__WHAT TO WORK ON__
Report how many lines of the records below include the word "Jorge". Give nothing but the number.

/---

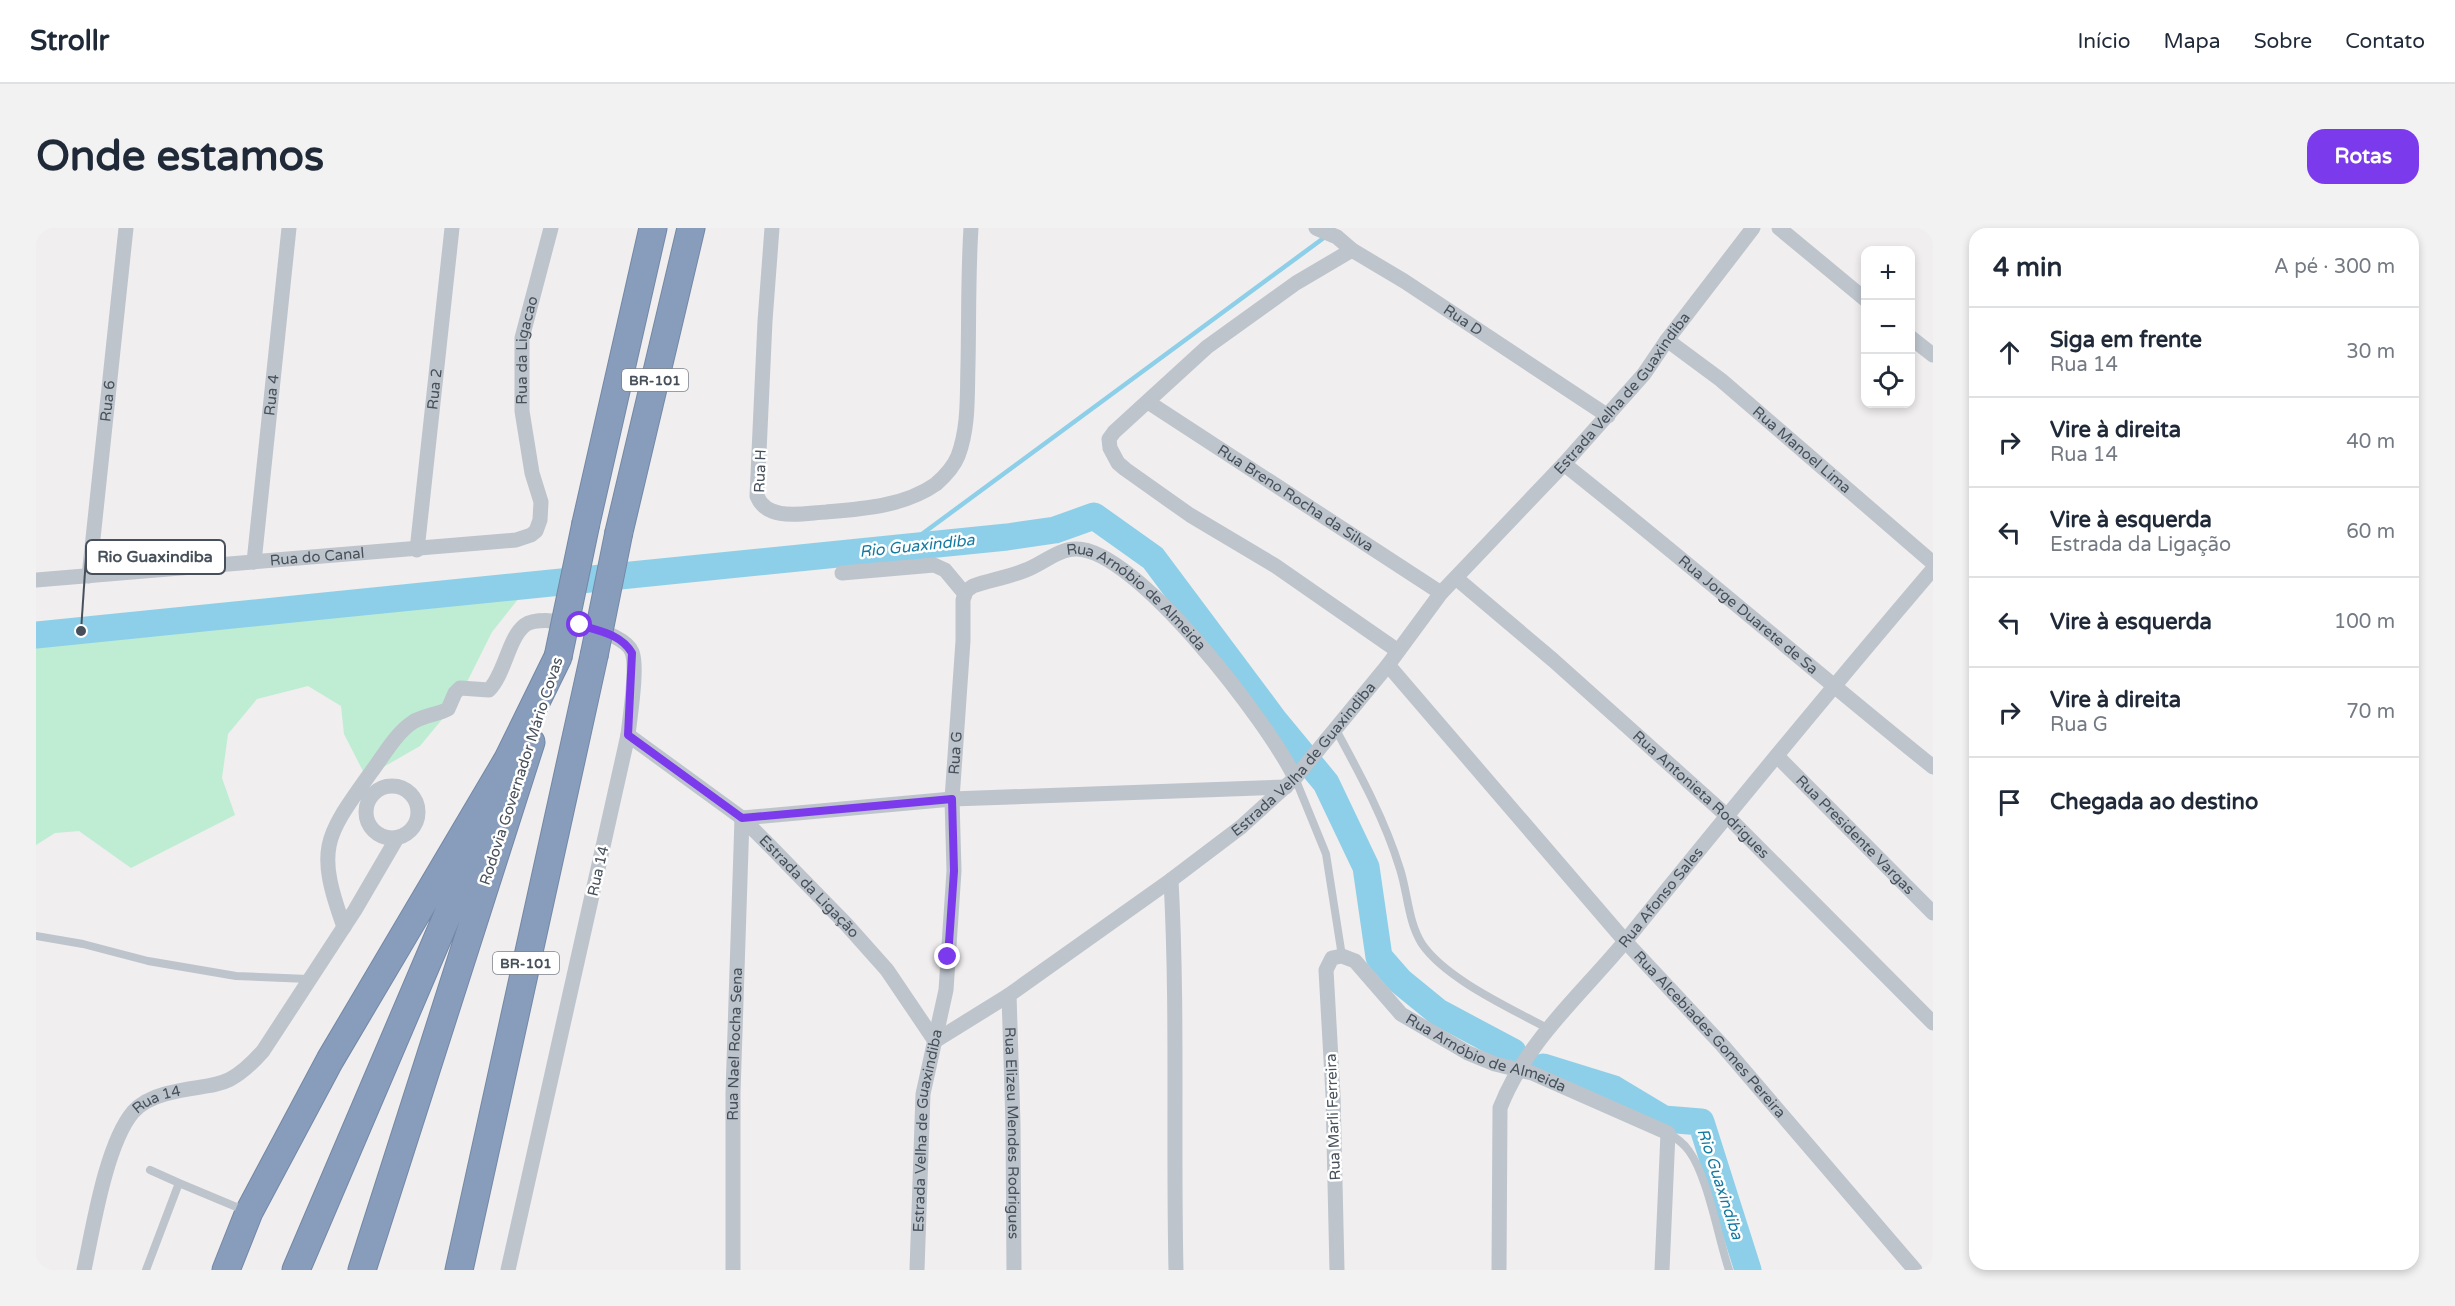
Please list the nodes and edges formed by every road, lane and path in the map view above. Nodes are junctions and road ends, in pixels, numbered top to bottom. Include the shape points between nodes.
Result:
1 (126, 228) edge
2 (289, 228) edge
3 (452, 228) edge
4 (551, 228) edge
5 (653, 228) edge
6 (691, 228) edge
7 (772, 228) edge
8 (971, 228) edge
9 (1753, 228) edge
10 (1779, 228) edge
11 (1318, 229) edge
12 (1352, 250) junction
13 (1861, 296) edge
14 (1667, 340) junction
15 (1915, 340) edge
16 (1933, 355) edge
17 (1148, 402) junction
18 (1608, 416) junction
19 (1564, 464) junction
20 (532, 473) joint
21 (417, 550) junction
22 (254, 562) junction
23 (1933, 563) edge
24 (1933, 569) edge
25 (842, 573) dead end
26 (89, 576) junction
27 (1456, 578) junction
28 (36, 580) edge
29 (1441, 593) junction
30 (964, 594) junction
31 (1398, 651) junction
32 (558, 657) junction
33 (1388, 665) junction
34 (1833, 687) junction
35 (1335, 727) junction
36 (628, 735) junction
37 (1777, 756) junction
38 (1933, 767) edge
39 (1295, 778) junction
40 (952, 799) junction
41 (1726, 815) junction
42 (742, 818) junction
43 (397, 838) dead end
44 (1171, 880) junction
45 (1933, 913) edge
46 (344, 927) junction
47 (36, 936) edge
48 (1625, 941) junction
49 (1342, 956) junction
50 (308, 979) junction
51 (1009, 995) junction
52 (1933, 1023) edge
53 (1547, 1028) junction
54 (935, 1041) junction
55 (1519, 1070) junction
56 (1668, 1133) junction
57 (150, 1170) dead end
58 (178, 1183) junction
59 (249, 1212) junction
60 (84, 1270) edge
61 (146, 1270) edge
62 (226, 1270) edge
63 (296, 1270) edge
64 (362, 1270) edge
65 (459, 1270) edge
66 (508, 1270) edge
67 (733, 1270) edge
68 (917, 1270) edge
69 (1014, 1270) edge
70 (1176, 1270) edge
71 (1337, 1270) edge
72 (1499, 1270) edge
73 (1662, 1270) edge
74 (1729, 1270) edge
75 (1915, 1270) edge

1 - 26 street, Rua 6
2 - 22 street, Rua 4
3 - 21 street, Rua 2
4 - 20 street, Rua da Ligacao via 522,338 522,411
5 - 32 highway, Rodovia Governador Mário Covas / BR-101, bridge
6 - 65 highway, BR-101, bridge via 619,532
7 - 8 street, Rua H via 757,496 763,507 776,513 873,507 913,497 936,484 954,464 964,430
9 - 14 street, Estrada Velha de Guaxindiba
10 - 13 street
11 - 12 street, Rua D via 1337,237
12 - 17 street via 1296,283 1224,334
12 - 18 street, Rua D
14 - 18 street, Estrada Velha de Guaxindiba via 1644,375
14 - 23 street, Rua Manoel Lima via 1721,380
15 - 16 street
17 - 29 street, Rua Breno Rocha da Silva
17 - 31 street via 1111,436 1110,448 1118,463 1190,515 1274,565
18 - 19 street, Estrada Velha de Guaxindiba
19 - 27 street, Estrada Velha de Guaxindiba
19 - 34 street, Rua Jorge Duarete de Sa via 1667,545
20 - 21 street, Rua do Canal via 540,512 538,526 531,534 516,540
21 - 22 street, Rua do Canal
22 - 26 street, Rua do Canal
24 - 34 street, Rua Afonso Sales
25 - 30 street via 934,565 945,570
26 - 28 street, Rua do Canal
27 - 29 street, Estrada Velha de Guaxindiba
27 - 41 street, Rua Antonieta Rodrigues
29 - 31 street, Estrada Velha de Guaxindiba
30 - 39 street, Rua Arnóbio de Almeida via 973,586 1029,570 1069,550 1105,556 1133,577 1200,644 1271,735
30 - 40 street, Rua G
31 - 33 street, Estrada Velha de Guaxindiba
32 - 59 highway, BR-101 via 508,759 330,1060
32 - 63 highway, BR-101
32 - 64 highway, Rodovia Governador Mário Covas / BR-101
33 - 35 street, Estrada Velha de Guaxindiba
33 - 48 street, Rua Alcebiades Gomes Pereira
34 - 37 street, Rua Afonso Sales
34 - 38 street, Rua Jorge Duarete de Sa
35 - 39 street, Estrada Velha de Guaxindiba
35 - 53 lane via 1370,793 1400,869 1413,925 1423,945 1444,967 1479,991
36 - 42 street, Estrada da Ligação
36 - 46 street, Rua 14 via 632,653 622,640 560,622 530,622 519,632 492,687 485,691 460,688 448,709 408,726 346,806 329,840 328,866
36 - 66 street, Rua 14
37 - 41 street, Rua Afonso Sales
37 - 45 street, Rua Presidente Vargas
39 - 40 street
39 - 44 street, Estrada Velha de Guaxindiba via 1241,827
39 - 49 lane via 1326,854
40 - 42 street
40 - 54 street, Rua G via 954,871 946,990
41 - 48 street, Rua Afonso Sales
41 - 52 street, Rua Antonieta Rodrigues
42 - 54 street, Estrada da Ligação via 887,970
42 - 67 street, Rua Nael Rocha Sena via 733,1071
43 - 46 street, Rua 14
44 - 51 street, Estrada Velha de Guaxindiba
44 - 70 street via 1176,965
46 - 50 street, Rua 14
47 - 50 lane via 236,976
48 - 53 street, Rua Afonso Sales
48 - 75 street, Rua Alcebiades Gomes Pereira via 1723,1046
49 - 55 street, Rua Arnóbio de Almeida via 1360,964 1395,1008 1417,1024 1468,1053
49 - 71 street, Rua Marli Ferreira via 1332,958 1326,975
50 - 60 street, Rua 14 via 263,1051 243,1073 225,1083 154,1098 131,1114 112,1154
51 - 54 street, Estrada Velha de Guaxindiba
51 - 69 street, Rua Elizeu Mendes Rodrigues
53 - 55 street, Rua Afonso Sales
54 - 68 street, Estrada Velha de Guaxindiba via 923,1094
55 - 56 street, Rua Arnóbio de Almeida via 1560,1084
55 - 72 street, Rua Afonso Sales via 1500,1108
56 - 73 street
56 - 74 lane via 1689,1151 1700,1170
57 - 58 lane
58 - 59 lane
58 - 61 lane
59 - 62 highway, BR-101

\---

__OUTPUT FOR THIS EXERCISE__
2